### Materials provided
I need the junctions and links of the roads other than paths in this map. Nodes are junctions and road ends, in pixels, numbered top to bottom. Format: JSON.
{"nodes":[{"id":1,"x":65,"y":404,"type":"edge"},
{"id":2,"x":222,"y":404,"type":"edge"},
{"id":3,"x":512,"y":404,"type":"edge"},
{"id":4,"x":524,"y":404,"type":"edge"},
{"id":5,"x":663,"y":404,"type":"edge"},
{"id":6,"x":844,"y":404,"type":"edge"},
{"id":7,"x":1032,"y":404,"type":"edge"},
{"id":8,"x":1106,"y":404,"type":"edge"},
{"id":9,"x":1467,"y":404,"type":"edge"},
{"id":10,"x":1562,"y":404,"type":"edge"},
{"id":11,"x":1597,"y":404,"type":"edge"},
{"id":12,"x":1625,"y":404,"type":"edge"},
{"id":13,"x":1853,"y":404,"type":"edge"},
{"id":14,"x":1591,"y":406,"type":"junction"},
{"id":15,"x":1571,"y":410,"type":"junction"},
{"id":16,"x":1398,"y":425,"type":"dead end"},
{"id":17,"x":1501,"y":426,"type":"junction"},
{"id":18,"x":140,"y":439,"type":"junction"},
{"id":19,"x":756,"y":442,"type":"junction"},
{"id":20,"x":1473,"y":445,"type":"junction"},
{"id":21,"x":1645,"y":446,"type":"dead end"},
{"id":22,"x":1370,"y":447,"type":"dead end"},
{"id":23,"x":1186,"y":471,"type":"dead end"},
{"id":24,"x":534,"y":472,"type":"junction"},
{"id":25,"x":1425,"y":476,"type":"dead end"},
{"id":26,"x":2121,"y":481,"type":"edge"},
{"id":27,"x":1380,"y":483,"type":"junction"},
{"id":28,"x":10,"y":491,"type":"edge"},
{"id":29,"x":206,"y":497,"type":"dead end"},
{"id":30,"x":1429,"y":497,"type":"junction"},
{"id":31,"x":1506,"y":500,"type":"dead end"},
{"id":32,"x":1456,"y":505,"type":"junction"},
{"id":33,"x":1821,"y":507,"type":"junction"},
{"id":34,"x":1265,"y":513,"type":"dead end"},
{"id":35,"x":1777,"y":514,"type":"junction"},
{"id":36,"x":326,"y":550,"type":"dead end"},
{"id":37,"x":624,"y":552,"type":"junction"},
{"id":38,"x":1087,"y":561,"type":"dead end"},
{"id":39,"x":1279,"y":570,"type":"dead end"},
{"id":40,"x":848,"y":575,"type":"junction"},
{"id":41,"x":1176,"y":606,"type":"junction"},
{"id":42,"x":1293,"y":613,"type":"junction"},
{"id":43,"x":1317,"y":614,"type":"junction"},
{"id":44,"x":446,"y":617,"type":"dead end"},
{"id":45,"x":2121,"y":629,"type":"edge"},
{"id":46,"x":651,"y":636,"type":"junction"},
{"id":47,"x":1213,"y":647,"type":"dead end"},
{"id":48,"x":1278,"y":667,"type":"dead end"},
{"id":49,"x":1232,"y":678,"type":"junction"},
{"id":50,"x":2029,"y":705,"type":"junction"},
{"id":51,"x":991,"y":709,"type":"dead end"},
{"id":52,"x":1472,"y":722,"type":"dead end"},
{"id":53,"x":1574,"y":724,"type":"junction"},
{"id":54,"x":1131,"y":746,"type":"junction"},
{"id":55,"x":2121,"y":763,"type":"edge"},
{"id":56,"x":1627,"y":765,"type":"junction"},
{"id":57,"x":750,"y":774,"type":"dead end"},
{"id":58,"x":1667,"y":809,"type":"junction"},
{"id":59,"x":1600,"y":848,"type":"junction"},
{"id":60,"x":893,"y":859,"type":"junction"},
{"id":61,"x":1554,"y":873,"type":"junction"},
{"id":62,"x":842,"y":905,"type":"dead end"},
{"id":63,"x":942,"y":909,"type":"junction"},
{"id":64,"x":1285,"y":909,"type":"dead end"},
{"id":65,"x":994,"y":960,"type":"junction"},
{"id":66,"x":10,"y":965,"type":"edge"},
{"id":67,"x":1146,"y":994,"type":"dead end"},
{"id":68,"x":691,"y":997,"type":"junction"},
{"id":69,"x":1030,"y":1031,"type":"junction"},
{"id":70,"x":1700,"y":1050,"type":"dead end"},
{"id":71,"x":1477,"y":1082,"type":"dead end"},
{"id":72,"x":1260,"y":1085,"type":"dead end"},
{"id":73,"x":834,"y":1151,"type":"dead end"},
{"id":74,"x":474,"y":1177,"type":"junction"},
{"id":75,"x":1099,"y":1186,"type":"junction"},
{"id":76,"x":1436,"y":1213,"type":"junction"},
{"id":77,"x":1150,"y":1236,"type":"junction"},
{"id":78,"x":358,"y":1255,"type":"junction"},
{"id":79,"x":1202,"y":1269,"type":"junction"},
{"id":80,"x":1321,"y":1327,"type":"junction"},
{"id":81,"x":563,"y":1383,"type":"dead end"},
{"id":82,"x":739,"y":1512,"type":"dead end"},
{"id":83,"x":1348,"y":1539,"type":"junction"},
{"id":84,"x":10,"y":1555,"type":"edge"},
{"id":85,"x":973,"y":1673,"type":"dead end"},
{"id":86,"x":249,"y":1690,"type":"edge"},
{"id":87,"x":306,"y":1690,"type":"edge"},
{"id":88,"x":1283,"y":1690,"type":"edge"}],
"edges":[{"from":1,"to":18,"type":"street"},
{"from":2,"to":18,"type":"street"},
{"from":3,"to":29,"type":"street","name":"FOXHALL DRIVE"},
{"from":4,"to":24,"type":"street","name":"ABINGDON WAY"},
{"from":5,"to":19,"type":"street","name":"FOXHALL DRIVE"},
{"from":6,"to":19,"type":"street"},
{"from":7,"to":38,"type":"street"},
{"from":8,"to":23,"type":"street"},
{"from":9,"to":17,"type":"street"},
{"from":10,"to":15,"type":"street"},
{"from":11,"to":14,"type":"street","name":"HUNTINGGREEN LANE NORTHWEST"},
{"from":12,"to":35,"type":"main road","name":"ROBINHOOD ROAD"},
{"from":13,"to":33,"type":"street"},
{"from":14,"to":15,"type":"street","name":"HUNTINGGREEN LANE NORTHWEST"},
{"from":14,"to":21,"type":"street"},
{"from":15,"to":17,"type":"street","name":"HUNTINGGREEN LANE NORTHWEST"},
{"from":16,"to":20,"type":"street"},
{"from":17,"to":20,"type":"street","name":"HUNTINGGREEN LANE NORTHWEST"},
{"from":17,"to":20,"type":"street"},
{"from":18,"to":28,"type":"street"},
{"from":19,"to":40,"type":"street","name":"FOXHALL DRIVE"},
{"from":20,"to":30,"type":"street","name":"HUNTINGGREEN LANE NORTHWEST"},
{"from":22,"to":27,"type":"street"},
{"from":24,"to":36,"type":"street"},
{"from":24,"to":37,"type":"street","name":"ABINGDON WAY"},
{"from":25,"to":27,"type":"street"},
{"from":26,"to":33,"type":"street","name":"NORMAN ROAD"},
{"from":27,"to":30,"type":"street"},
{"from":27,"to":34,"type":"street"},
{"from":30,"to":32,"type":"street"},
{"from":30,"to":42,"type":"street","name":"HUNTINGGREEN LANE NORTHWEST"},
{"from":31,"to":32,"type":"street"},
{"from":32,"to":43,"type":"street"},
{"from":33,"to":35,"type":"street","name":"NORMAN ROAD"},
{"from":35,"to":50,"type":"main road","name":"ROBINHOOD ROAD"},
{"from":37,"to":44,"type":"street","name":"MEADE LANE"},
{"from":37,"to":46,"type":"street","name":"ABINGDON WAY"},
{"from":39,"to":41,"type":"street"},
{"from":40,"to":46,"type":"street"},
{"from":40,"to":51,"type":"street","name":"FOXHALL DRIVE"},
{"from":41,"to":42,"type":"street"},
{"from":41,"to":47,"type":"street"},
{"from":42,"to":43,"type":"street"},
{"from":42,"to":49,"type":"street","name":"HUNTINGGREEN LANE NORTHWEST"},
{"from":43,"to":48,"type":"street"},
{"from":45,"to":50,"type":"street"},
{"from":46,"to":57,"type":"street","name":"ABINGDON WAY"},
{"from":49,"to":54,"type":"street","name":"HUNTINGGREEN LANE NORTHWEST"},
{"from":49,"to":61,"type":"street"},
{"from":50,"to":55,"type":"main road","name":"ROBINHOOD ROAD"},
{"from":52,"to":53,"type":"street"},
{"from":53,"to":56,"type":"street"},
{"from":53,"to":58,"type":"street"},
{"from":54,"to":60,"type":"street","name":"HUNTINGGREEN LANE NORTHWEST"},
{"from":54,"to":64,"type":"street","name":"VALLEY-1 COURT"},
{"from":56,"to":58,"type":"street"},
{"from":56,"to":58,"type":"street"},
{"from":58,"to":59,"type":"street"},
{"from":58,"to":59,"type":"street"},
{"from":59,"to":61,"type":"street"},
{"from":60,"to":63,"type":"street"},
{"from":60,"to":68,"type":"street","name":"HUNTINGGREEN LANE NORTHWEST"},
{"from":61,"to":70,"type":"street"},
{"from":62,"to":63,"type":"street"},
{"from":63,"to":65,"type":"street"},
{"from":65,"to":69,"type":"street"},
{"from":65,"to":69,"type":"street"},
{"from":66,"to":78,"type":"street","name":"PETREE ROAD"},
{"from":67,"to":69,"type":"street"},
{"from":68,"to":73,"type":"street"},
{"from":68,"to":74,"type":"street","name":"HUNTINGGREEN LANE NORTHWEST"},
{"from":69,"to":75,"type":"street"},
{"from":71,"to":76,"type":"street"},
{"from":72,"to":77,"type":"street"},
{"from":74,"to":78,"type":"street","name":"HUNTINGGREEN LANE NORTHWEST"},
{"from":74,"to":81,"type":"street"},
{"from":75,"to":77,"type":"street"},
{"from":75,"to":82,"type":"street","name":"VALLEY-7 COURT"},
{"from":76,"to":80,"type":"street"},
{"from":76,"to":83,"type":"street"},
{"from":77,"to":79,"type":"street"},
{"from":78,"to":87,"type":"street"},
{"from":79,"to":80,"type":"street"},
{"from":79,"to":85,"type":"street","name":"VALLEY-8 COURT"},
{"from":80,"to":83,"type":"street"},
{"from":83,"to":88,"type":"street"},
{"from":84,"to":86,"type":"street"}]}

### Required action
Would you please copy every line from the listing above that contains the word "COURT"?

### Response
{"from":54,"to":64,"type":"street","name":"VALLEY-1 COURT"},
{"from":75,"to":82,"type":"street","name":"VALLEY-7 COURT"},
{"from":79,"to":85,"type":"street","name":"VALLEY-8 COURT"},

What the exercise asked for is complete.